Previous methods measuring sympathetic nervous system activation through the skin took minutes, which is not practical for wearable devices. While her earlier work focused on inferring brain activity through sweat activation and other factors, the new study additionally models the sweat glands themselves. The model includes a 3D state-space representation of the direct secretion of sweat via pore opening, as well as diffusion followed by corresponding evaporation and reabsorption. This detailed model of the glands provides exceptional insight into inferring the brain activity.

The new model was run on data from 26 healthy individuals. The researchers showed that they can decipher brain signals with high reliability. Additionally, the computational power requirement of their new algorithm  is minimal and can obtain brain and physiological insights within a few seconds whereas another previous approach would take minutes. This means that small, wearable monitoring technology capable of incredible speed, high scalability, and extraordinary reliability is within reach.

The broader impact and applications of the methodology includes performance monitoring, mental health monitoring, measuring pain and cognitive stress. Mental health tracking can help better manage autism, post-traumatic stress disorders, excessive irritability, suicidal tendency, and more. Performance tracking and cognitive stress tracking can help improve individual productivity and quality of life.

“One’s performance changes based on their cognitive engagement and arousal levels.” says Faghih. For example, very low or very high levels of arousal can result in poor performance. Hence, it is expected that. Ultimately, researchers can utilize the inferred autonomic nervous system activation and decoded arousal to develop interventions for improving productivity.”

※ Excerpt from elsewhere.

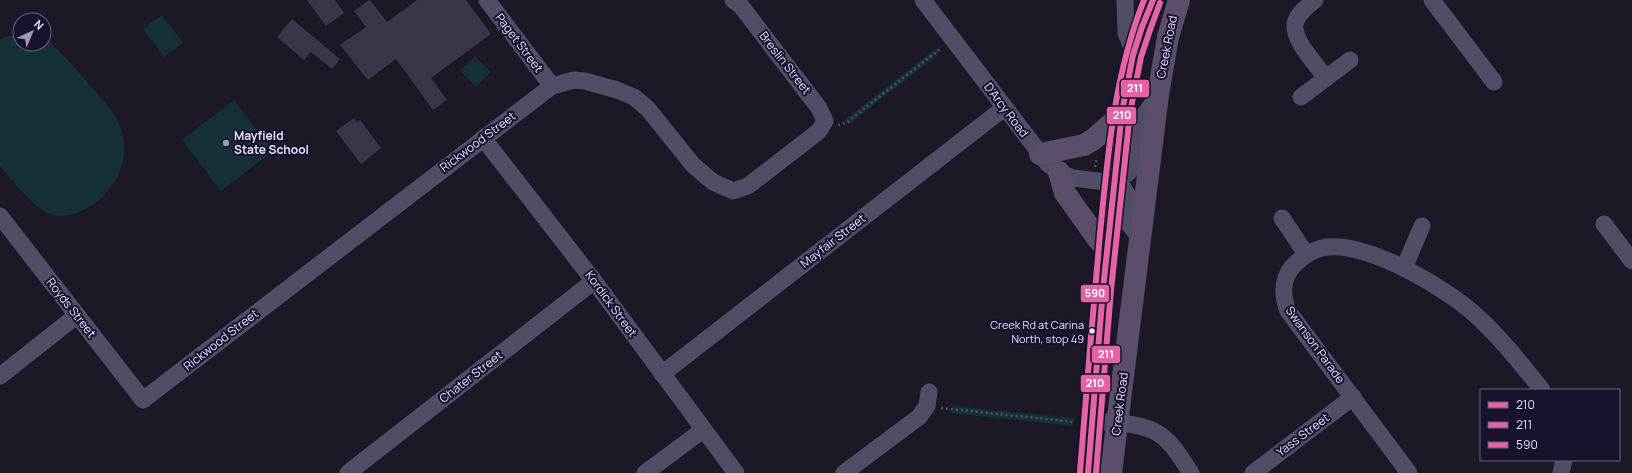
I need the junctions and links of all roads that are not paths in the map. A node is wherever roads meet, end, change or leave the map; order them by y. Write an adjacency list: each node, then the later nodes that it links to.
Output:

One example application of this method is early diagnosis of disorders like diabetic neuropathy. Small nerves transmit brain stimulation to many parts of the body, including those linked to skin conductance response. To track the received brain activity, EDA may be measured and monitored on a regular basis in neuropathy-prone skin areas of the body. If a skin area has neuropathy (i.e., tiny nerves have been damaged), the brain will not activate that area. By monitoring changes, doctors can see how a condition like diabetic neuropathy  progresses, and can lead to changes in treatment plans.

Another example is a newborn patient in extreme pain following a surgical procedure, who cannot convey their degree of suffering. Doctors may use EDA recordings and infer brain activity to assess how much pain the infant patient is in and intervene as needed.

For Faghih, this work could represent a breakthrough for mental health care. Monitoring the mental status of vulnerable people could help them get more effective care and prevent severe consequences from declining mental health or swings in mood.

Her team is now working on ways to incorporate the model into wearables, including the elimination of informational “noise” caused by factors like robust movement and exercise, as well as seeking potential partnerships to design and manufacture the devices that would carry the algorithm. This research was funded by a National Science Foundation CAREER award.